Both the correlation and regression coefficients rely on the hypothesis that the data can be represented by a straight line. They are similar in many ways, but they serve different purposes.

Here’s a table that summarizes the similarities and differences between the correlation coefficient, r, and the regression coefficient, β:

Correlation coefficient: r | Regression coefficient: β_{1}(in the linear model: Y = β _{0} + β_{1}X) | |
---|---|---|

Objective | Measures the strength of the linear relationship between 2 variables: X and Y. | Describes the relationship between 2 variables: X and Y. |

Range | [-1, 1] | (-∞, +∞) |

Interpretation | • r close to -1 reflects a negative correlation between X and Y (as one increases, the other decreases).• r close to 0 reflects no correlation between X and Y (no linear relationship exists between the 2 variables).• r close to 1 reflects a positive correlation between X and Y (the 2 variables tend to increase and decrease together). | β_{1} is the unit change in Y corresponding to a 1 unit change in X. (for more details, see: Interpret Linear Regression Coefficients)Similar to the correlation coefficient r: • β _{1} < 0 reflects a negative correlation between X and Y.• β _{1} > 0 reflects a positive correlation between X and Y. |

Calculation | The correlation coefficient r is the rescaled version of the regression coefficient β_{1}.Specifically: \(r = \beta_1 × \frac{standardDeviation(X)}{standardDeviation(Y)}\) | β_{1} is calculated by minimizing the sum of squared residuals of the linear model: Y = β_{0} + β_{1}X.Specifically: \(\beta_1 = \frac{covariance(X, Y)}{variance(X)}\) |

Strength | Does not depend on the units of measurement of X and Y. | Quantifies the amount of change in Y for a 1 unit change in X. β _{1} enables us to calculate the value of Y for different values of X. |

Limitation | Cannot tell us what happens to Y if we change X by 1 unit.

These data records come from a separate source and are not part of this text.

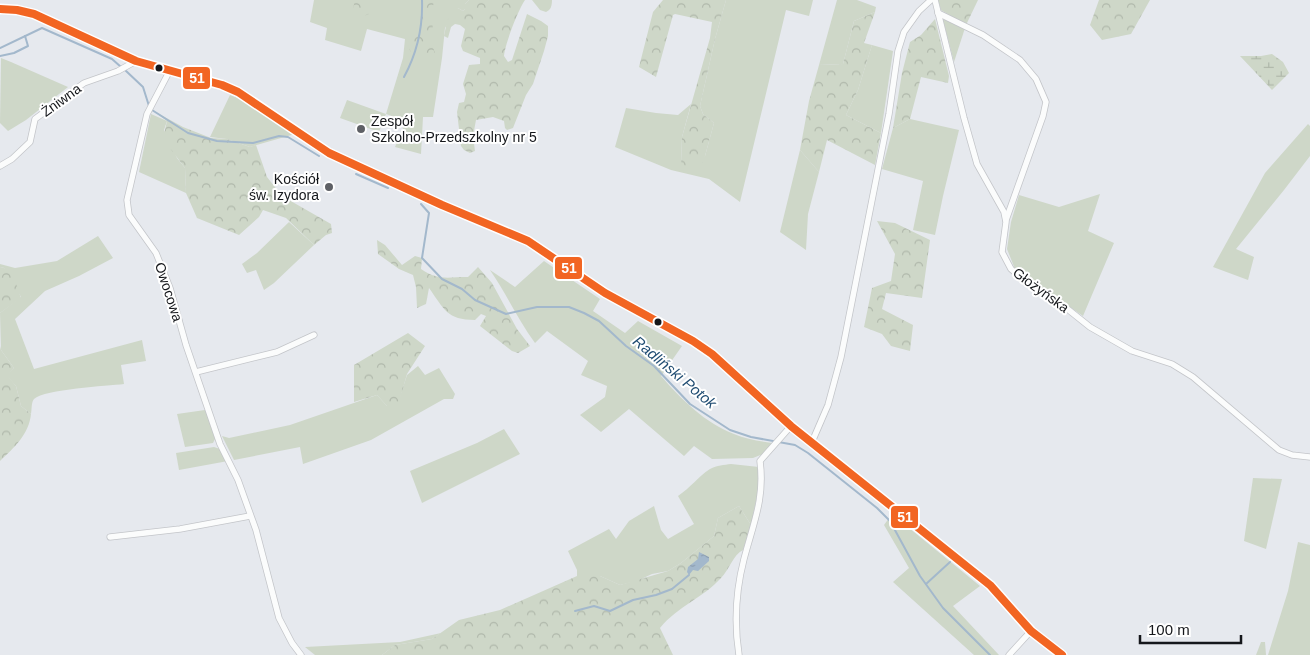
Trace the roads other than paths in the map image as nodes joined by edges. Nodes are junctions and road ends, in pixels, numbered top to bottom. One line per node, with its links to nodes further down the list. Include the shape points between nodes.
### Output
1 (933, 0): 3 (street, Głożyńska); 11 (street, via 919,11 904,32 898,51 889,114 841,357 828,405)
2 (0, 9): 4 (street, via 46,18)
3 (938, 13): 7 (street, Głożyńska, via 977,164 1004,212); 7 (street, via 1020,60 1036,79 1046,102)
4 (136, 61): 5 (street); 6 (street, Żniwna, via 84,83 35,120 30,142)
5 (169, 72): 9 (street, Owocowa, via 147,114 126,200 129,215 160,262); 10 (street, via 238,92 329,152 528,241 605,293 712,354)
6 (0, 166)
7 (1006, 222): 12 (street, Głożyńska, via 1002,252 1011,269 1031,286 1060,303 1090,327 1132,351 1172,364 1192,377 1279,450)
8 (314, 335): 9 (street, via 277,352)
9 (196, 372): 13 (street, Owocowa, via 220,444 238,480)
10 (791, 426): 11 (street); 17 (street, via 760,461 763,478 760,504 740,574 736,635)
11 (812, 442): 15 (street, via 990,585)
12 (1310, 458)
13 (250, 516): 14 (street); 16 (street, Owocowa, via 279,618)
14 (110, 537)
15 (1031, 631): 18 (street); 19 (street)
16 (301, 655)
17 (739, 655)
18 (1009, 655)
19 (1062, 655)

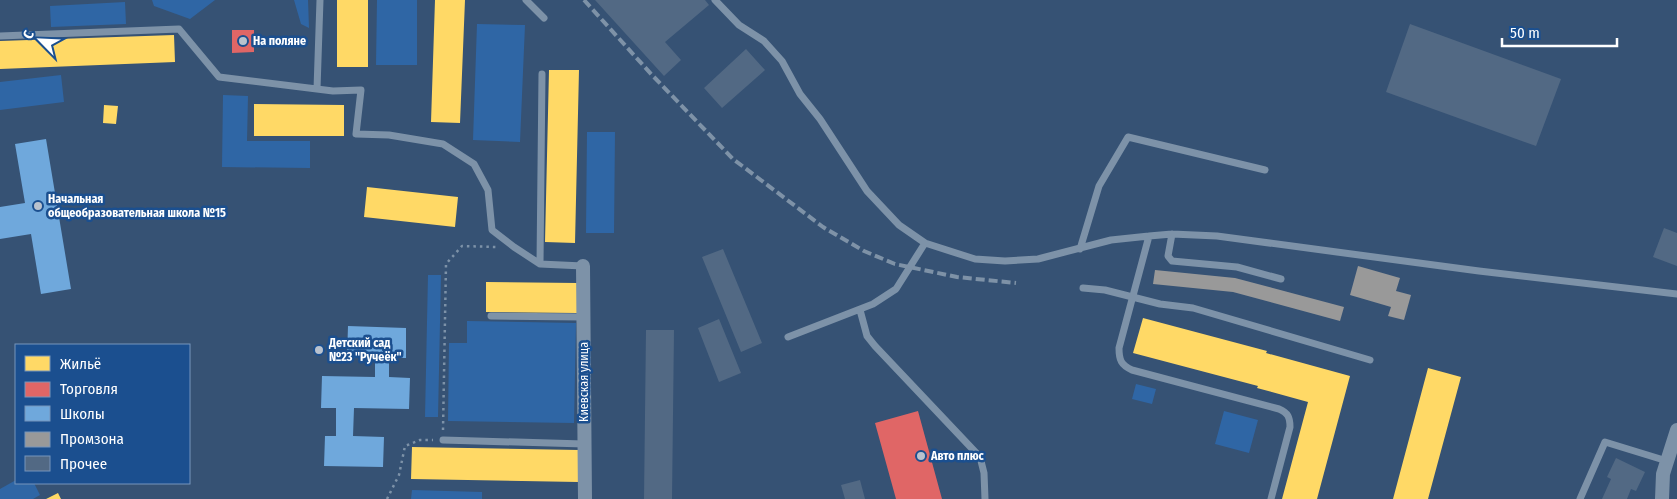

Does not tell us anything about the value of Y given X. | Depends on the units of measurement of X and Y. |

## Note 1: Standardized regression coefficient

The standardized simple linear regression coefficient is equal to the correlation coefficient.

### Explanation:

A standardized regression coefficient is obtained after running a regression model on standardized variables (i.e. rescaled variables that have a mean of 0 and a standard deviation of 1).

We can standardize the variable X, for example, by subtracting its mean from each value and dividing by its standard deviation:

\(standardizedX = \frac{X-mean(X)}{sd(X)}\)

In R we can use the function *scale() *to standardize X and Y:

standardizedX = scale(X) standardizedY = scale(Y)

After standardizing the variables X and Y, we can calculate the regression coefficient of the model: Y = β_{0} + β_{1}X:

lm(standardizedY ~ standardizedX)$coefficients

And compare it to the correlation coefficient:

cor(X, Y)

Here’s an example:

model = lm(scale(Sepal.Length) ~ scale(Sepal.Width), data = iris) model$coefficients # outputs: # (Intercept) scale(Sepal.Width) # -3.759491e-16 -1.175698e-01 cor(Sepal.Length, Sepal.Width) # outputs: # -0.1175698 # which is equal to -1.175698e-01

## Note 2: Linear regression with more than one predictor

In the case of a multivariate linear regression (Y = β_{0}+ β_{1}X + β_{2}Z), the partial correlation coefficient (between X and Y, controlling for Z) is the rescaled version of the regression coefficient β_{1}in the equation.

### Explanation:

For the multivariable model:

Y = β_{0} + β_{1}X + β_{2}Z

The coefficient β_{1} is the unit change in Y for a 1 unit change in X, **conditional on Z**, so it can no longer be related to the correlation between X and Y alone.

Let’s look at an example in R:

X = iris$Sepal.Width Y = iris$Sepal.Length Z = iris$Petal.Length # run the linear model: Y = β0 + β1 X + β2 Z lm(Y ~ X + Z)$coefficients # (Intercept) X Z # 2.2491402 0.5955247 0.4719200

In this model, the coefficient β_{1} = 0.5955247 reflects the relationship between X and Y adjusted for Z (i.e. conditional on Z).

Next, let’s remove the parts of X and Y that can be explained by Z to obtain residualsX and residualsY:

# remove the variation in X that can be explained by Z residualsX = lm(X ~ Z)$residuals # remove the variation of Y that can be explained by Z residualsY = lm(Y ~ Z)$residuals

Now we can calculate the correlation coefficient between residualsX and residualsY, known as the **partial correlation coefficient** between X and Y, controlling for Z:

cor(residualsX, residualsY) # 0.5781005

From this partial correlation coefficient, we can obtain the regression coefficient, β_{1} = 0.5955247 that we found above, by using the formula:

\(r = \beta_1 × \frac{standardDeviation(residualsX)}{standardDeviation(residualsY)}\)

So:

\(\beta_1 = r × \frac{standardDeviation(residualsY)}{standardDeviation(residualsX)}\)

cor(residualsX, residualsY) * sd(residualsY) / sd(residualsX) # 0.5955247

Conclusion: For a multivariate model, the relationship becomes between β_{1} and the partial correlation coefficient.